■ **Work order**: Where the data below begins, start duplicating lines exactly, and finish with the line containing "Road topology of"; add nothing else. Leave the pictures out.

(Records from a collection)
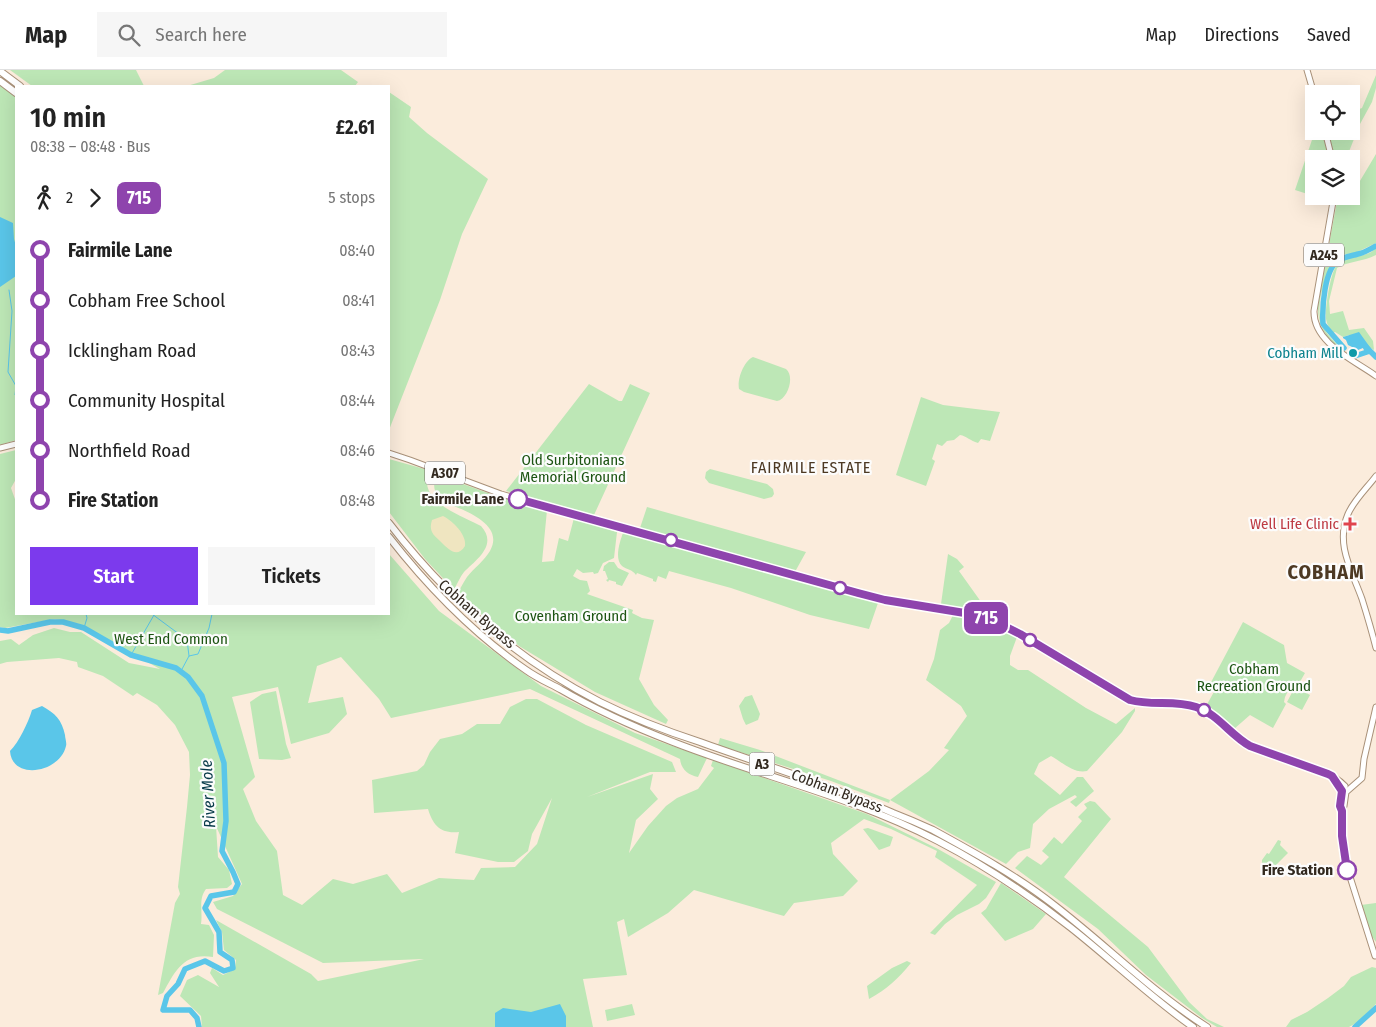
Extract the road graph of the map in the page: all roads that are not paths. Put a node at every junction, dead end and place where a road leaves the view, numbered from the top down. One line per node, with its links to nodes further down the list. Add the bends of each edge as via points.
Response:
1 (1308, 70): 5 (main road)
2 (0, 71): 4 (highway)
3 (0, 81): 6 (highway)
4 (19, 85)
5 (1312, 85)
6 (15, 92)
7 (1332, 205): 8 (main road, A245, via 1314,314 1316,325 1336,348)
8 (1376, 376)
9 (15, 444): 10 (main road)
10 (0, 448)
11 (390, 454): 17 (main road, A307, via 501,494 776,571 885,600 992,620 1127,699 1197,707 1250,746 1332,776)
12 (1376, 476): 15 (main road, via 1352,506 1347,517 1344,544)
13 (390, 524): 22 (highway, Cobham Bypass / A3, via 436,579 475,617 547,671 602,703 653,725 852,795 930,829 983,858 1052,903 1151,986)
14 (390, 538): 21 (highway, Cobham Bypass / A3, via 435,591 480,634 527,671 598,710 674,742 886,817 937,840 1031,897)
15 (1376, 648)
16 (1376, 707): 17 (main road, via 1362,778)
17 (1345, 789): 18 (main road, via 1342,836 1347,869)
18 (1370, 939): 19 (main road); 20 (main road)
19 (1376, 947)
20 (1376, 958)
21 (1193, 1027)
22 (1207, 1027)

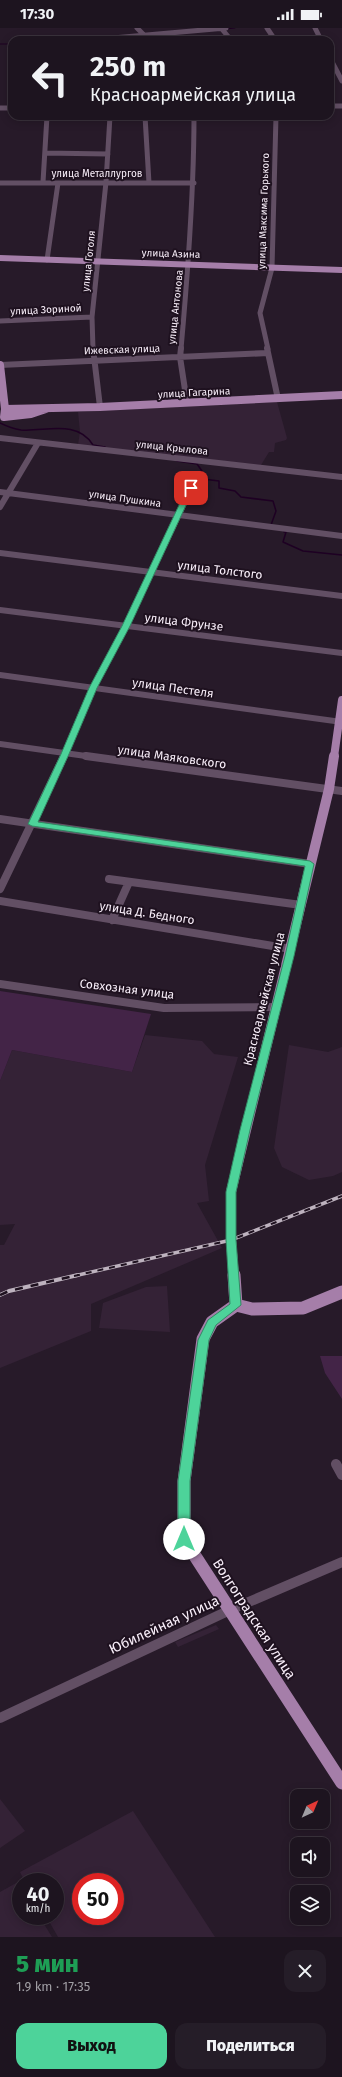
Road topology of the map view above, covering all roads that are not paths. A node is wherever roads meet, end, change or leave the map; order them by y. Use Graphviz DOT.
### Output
graph roads {
  1 [pos="137,28"];
  2 [pos="223,29"];
  3 [pos="145,36"];
  4 [pos="164,36"];
  5 [pos="334,66"];
  6 [pos="342,81"];
  7 [pos="47,120"];
  8 [pos="110,120"];
  9 [pos="145,120"];
  10 [pos="194,120"];
  11 [pos="276,120"];
  12 [pos="45,153"];
  13 [pos="108,154"];
  14 [pos="43,182"];
  15 [pos="106,182"];
  16 [pos="0,183"];
  17 [pos="58,183"];
  18 [pos="149,183"];
  19 [pos="194,183"];
  20 [pos="0,258"];
  21 [pos="47,260"];
  22 [pos="98,261"];
  23 [pos="189,265"];
  24 [pos="272,268"];
  25 [pos="342,270"];
  26 [pos="92,317"];
  27 [pos="0,321"];
  28 [pos="268,353"];
  29 [pos="180,357"];
  30 [pos="94,360"];
  31 [pos="0,365"];
  32 [pos="2,389"];
  33 [pos="342,395"];
  34 [pos="278,399"];
  35 [pos="187,403"];
  36 [pos="100,407"];
  37 [pos="3,409"];
  38 [pos="46,409"];
  39 [pos="2,418"];
  40 [pos="0,438"];
  41 [pos="38,443"];
  42 [pos="198,474"];
  43 [pos="342,477"];
  44 [pos="0,492"];
  45 [pos="8,493"];
  46 [pos="0,507"];
  47 [pos="178,516"];
  48 [pos="342,536"];
  49 [pos="0,553"];
  50 [pos="151,572"];
  51 [pos="342,596"];
  52 [pos="0,610"];
  53 [pos="126,626"];
  54 [pos="342,653"];
  55 [pos="0,675"];
  56 [pos="93,688"];
  57 [pos="342,700"];
  58 [pos="340,722"];
  59 [pos="0,744"];
  60 [pos="65,754"];
  61 [pos="329,789"];
  62 [pos="342,791"];
  63 [pos="0,819"];
  64 [pos="32,824"];
  65 [pos="310,864"];
  66 [pos="3,873"];
  67 [pos="109,878"];
  68 [pos="129,882"];
  69 [pos="0,889"];
  70 [pos="0,901"];
  71 [pos="301,905"];
  72 [pos="112,920"];
  73 [pos="291,949"];
  74 [pos="0,984"];
  75 [pos="276,1007"];
  76 [pos="342,1292"];
  77 [pos="236,1305"];
  78 [pos="336,1464"];
  79 [pos="342,1475"];
  80 [pos="342,1562"];
  81 [pos="230,1610"];
  82 [pos="0,1718"];
  83 [pos="342,1783"];
  1 -- 3 [label="street"];
  2 -- 4 [label="street"];
  5 -- 6 [label="street"];
  7 -- 12 [label="street"];
  8 -- 13 [label="street, улица Гоголя"];
  9 -- 18 [label="street"];
  10 -- 19 [label="street, улица Антонова"];
  11 -- 24 [label="street, улица Максима Горького"];
  12 -- 13 [label="street"];
  12 -- 14 [label="street"];
  13 -- 15 [label="street, улица Гоголя"];
  14 -- 16 [label="street, улица Металлургов"];
  14 -- 17 [label="street, улица Металлургов"];
  15 -- 17 [label="street, улица Металлургов"];
  15 -- 18 [label="street, улица Металлургов"];
  15 -- 22 [label="street, улица Гоголя"];
  17 -- 21 [label="street"];
  18 -- 19 [label="street, улица Металлургов"];
  19 -- 23 [label="street, улица Антонова"];
  20 -- 21 [label="main road, улица Азина"];
  21 -- 22 [label="main road, улица Азина"];
  22 -- 23 [label="main road, улица Азина"];
  22 -- 26 [label="street, улица Гоголя"];
  23 -- 24 [label="main road, улица Азина"];
  23 -- 29 [label="street, улица Антонова"];
  24 -- 25 [label="main road, улица Азина"];
  24 -- 28 [label="street, улица Максима Горького"];
  26 -- 27 [label="street, улица Зориной"];
  26 -- 30 [label="street, улица Гоголя"];
  28 -- 29 [label="street, Ижевская улица"];
  28 -- 34 [label="street, улица Максима Горького"];
  29 -- 30 [label="street, Ижевская улица"];
  29 -- 35 [label="street, улица Антонова"];
  30 -- 31 [label="street, Ижевская улица"];
  30 -- 36 [label="street, улица Гоголя"];
  31 -- 32 [label="main road"];
  32 -- 37 [label="main road"];
  33 -- 34 [label="main road, улица Гагарина"];
  34 -- 35 [label="main road, улица Гагарина"];
  35 -- 36 [label="main road, улица Гагарина"];
  36 -- 38 [label="main road, улица Гагарина"];
  37 -- 38 [label="main road"];
  37 -- 39 [label="main road"];
  38 -- 39 [label="main road"];
  40 -- 41 [label="street, улица Крылова"];
  41 -- 43 [label="street, улица Крылова"];
  41 -- 45 [label="street"];
  42 -- 47 [label="street"];
  44 -- 45 [label="street, улица Пушкина"];
  45 -- 46 [label="street"];
  45 -- 47 [label="street, улица Пушкина"];
  47 -- 48 [label="street, улица Пушкина"];
  47 -- 50 [label="street"];
  49 -- 50 [label="street, улица Толстого"];
  50 -- 51 [label="street, улица Толстого"];
  50 -- 53 [label="street"];
  52 -- 53 [label="street, улица Фрунзе"];
  53 -- 54 [label="street, улица Фрунзе"];
  53 -- 56 [label="street"];
  55 -- 56 [label="street, улица Пестеля"];
  56 -- 58 [label="street, улица Пестеля"];
  56 -- 60 [label="street"];
  57 -- 58 [label="main road, Красноармейская улица"];
  58 -- 61 [label="main road, Красноармейская улица"];
  59 -- 60 [label="street, улица Маяковского"];
  60 -- 61 [label="street, улица Маяковского"];
  60 -- 64 [label="street"];
  61 -- 62 [label="street, улица Маяковского"];
  61 -- 65 [label="main road, Красноармейская улица"];
  63 -- 64 [label="street"];
  64 -- 65 [label="street"];
  64 -- 66 [label="street"];
  65 -- 71 [label="main road, Красноармейская улица"];
  66 -- 69 [label="street"];
  67 -- 68 [label="street"];
  68 -- 71 [label="street"];
  68 -- 72 [label="street"];
  70 -- 72 [label="street, улица Д. Бедного"];
  71 -- 73 [label="main road, Красноармейская улица"];
  72 -- 73 [label="street, улица Д. Бедного"];
  73 -- 75 [label="main road, Красноармейская улица"];
  74 -- 75 [label="street, Совхозная улица"];
  75 -- 77 [label="main road, Красноармейская улица"];
  76 -- 77 [label="main road"];
  77 -- 81 [label="main road, Волгоградская улица"];
  78 -- 79 [label="street"];
  80 -- 81 [label="street, Юбилейная улица"];
  81 -- 82 [label="street, Юбилейная улица"];
  81 -- 83 [label="main road, Волгоградская улица"];
}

■ **Solution to this exercise**:
Extract the road graph of the map in the page: all roads that are not paths. Put a node at every junction, dead end and place where a road leaves the view, numbered from the top down. One line per node, with its links to nodes further down the list. Add the bends of each edge as via points.
Response:
1 (1308, 70): 5 (main road)
2 (0, 71): 4 (highway)
3 (0, 81): 6 (highway)
4 (19, 85)
5 (1312, 85)
6 (15, 92)
7 (1332, 205): 8 (main road, A245, via 1314,314 1316,325 1336,348)
8 (1376, 376)
9 (15, 444): 10 (main road)
10 (0, 448)
11 (390, 454): 17 (main road, A307, via 501,494 776,571 885,600 992,620 1127,699 1197,707 1250,746 1332,776)
12 (1376, 476): 15 (main road, via 1352,506 1347,517 1344,544)
13 (390, 524): 22 (highway, Cobham Bypass / A3, via 436,579 475,617 547,671 602,703 653,725 852,795 930,829 983,858 1052,903 1151,986)
14 (390, 538): 21 (highway, Cobham Bypass / A3, via 435,591 480,634 527,671 598,710 674,742 886,817 937,840 1031,897)
15 (1376, 648)
16 (1376, 707): 17 (main road, via 1362,778)
17 (1345, 789): 18 (main road, via 1342,836 1347,869)
18 (1370, 939): 19 (main road); 20 (main road)
19 (1376, 947)
20 (1376, 958)
21 (1193, 1027)
22 (1207, 1027)

Road topology of the map view above, covering all roads that are not paths. A node is wherever roads meet, end, change or leave the map; order them by y. Use Graphviz DOT.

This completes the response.